Miles testified that Howell said in his statement to police that he choked McClaney to unconsciousness with his arm wrapped around McClaney’s neck. The medical examiner who performed the autopsy later said the wounds to the trachea matched Howell’s account.

Howell left again with Nye.

Smith and her roommates placed McClaney’s head on a pillow and left him on the floor, according to their statements.

Miles explained that the roommates told him they expected McClaney to get up, despite recognizing that he had no pulse. Miles said Smith told him she thought she saw McClaney’s chest rise.

“(McClaney) was dead when (Howell) left,” Miles said.

About 9 a.m., Smith called Howell, asking him to take McClaney to the hospital. McClaney, Nye, and another man came back to the apartment and took McClaney to the emergency room.

Miles recalled finding defensive wounds on McClaney’s hands and body at the hospital, but later admitted they could have been offensive wounds as well.

Dennis Knizley, Howell’s defense attorney, said after the hearing that Howell acted in self-defense in a “mutual combat.”

“It is very unfortunate that Mr. McClaney died,” Knizley toldThe Tropolitan. “This was a situation where these two people were engaged in a fight. Mr. McClaney came at Mr. Howell. (Howell) defended himself from a much larger man… He didn’t mean for the man to die, but he did defend himself and that was the result of the fight that they had.”

Knizley said that Howell’s return to the apartment to take McClaney to the hospital was indicative that Howell “had no intent to cause the death of this gentleman.”

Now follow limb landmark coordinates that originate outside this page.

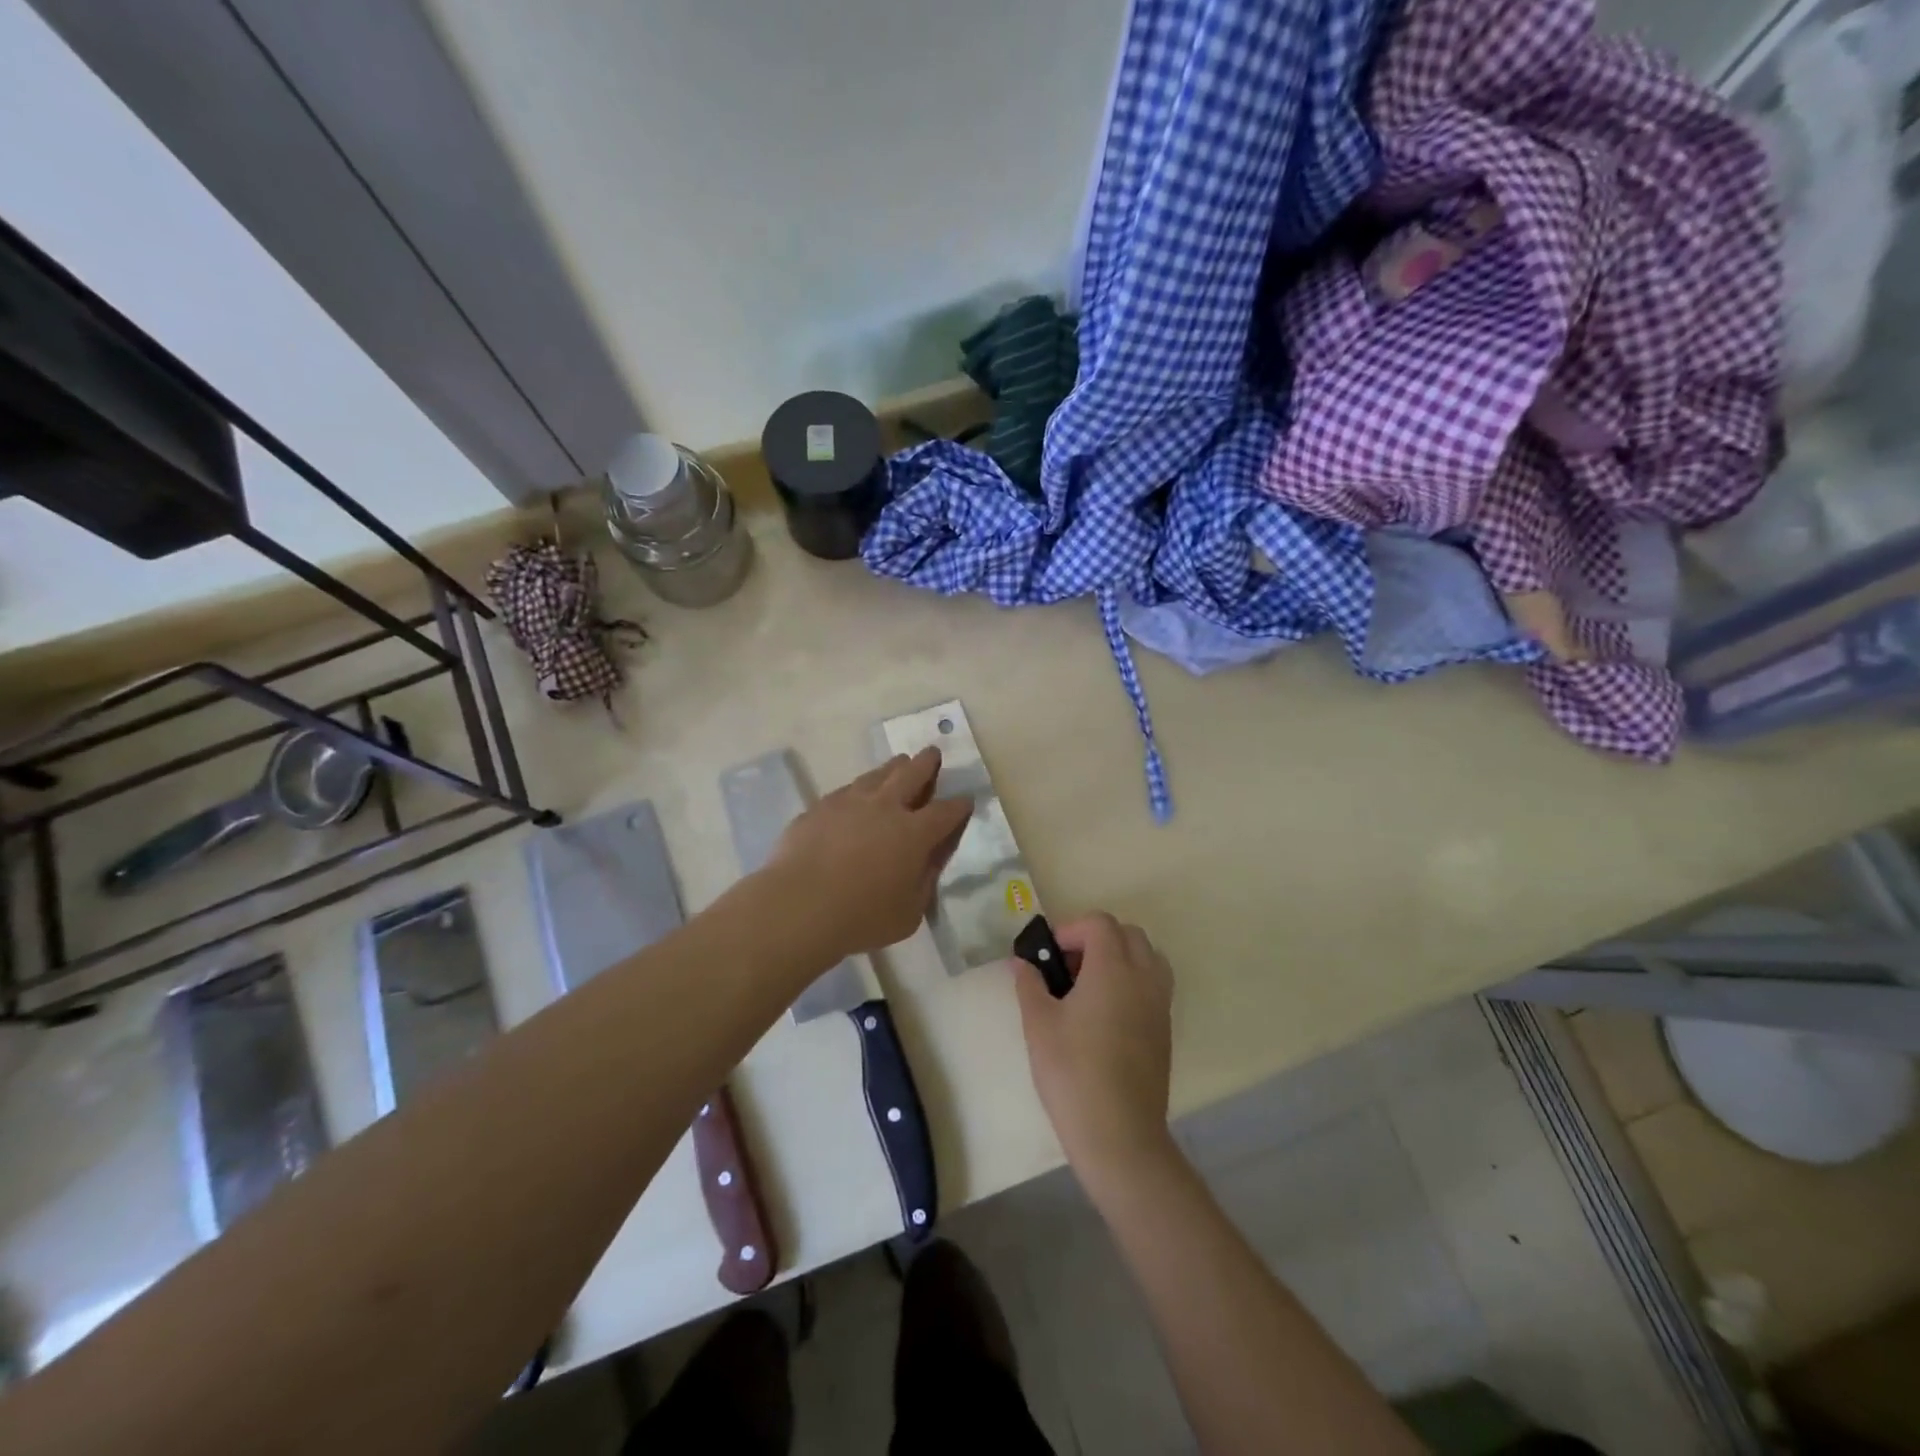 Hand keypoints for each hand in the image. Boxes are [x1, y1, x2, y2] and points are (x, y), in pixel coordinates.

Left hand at [768, 749, 972, 960]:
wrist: (798, 905)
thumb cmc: (861, 917)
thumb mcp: (909, 913)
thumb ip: (924, 881)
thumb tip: (930, 860)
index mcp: (915, 833)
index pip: (946, 812)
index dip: (959, 805)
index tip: (965, 800)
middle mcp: (886, 807)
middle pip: (912, 774)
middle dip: (927, 763)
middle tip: (932, 753)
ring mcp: (850, 802)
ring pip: (878, 774)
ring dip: (893, 768)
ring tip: (899, 764)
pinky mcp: (820, 807)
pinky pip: (847, 790)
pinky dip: (860, 788)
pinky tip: (857, 795)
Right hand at [1012, 913, 1175, 1186]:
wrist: (1119, 1134)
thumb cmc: (1072, 1073)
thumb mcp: (1038, 1025)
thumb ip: (1030, 984)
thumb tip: (1021, 962)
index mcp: (1113, 969)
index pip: (1100, 923)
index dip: (1071, 930)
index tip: (1048, 957)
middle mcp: (1143, 978)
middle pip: (1128, 934)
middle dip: (1096, 939)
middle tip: (1067, 968)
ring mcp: (1159, 1004)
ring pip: (1147, 957)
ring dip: (1119, 958)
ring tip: (1088, 988)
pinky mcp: (1165, 1029)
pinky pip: (1153, 985)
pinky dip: (1132, 982)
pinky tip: (1105, 1016) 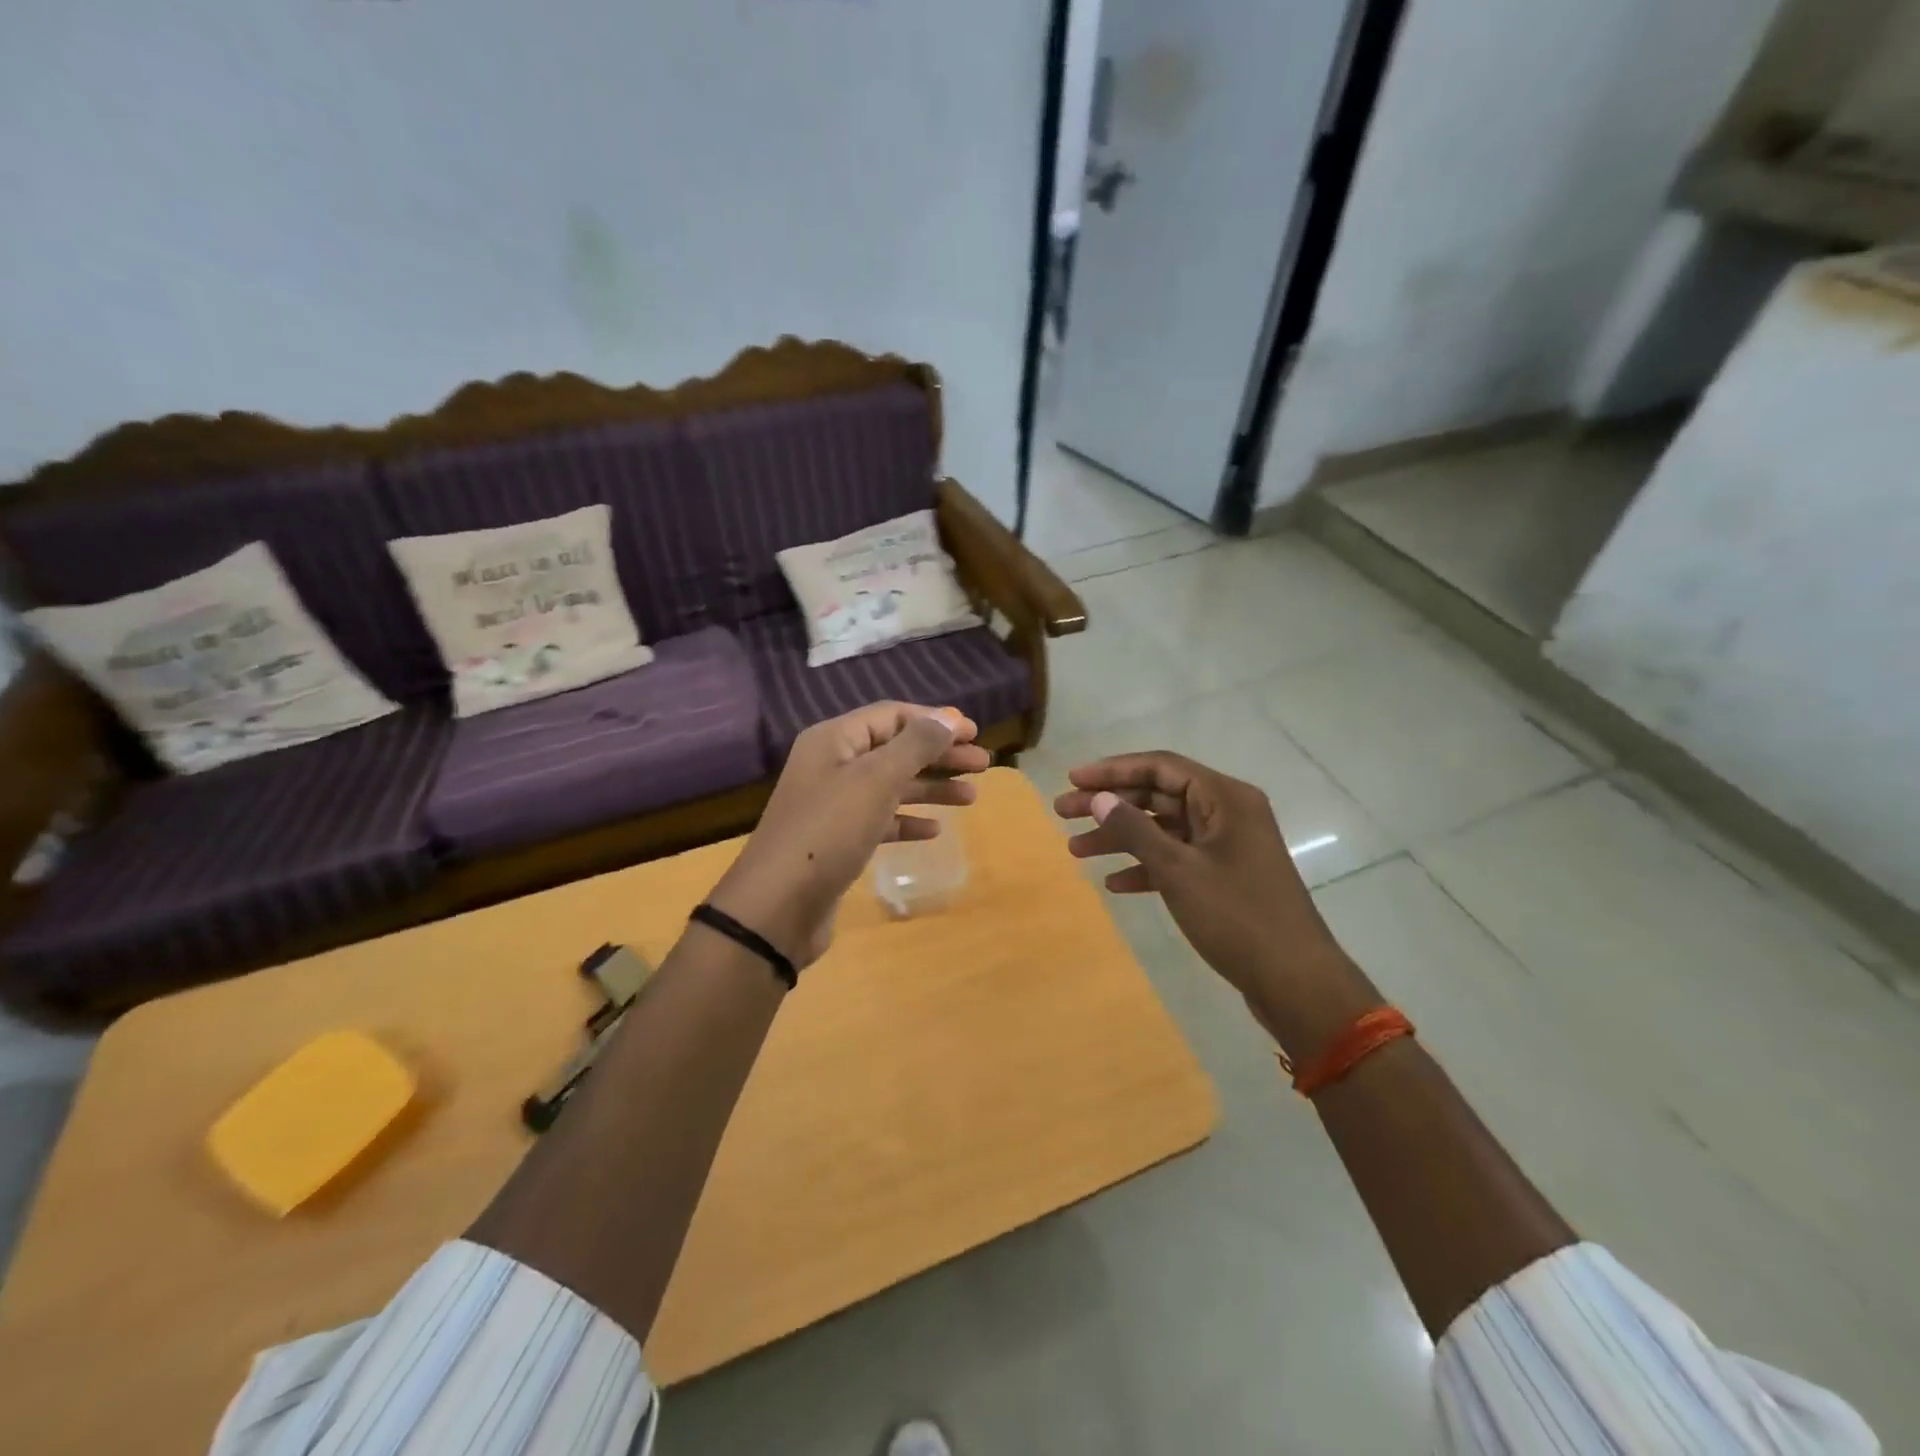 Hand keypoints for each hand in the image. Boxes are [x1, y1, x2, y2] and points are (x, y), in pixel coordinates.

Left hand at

Jon Folmar, Pike County assistant district attorney, declined to comment on the situation when reached.

No details regarding further court dates have been released. If the grand jury decides the case should move forward, and Howell pleads not guilty, the case will go to trial.

Nye has also been charged with murder and has posted bail. A preliminary hearing for Nye has not been scheduled.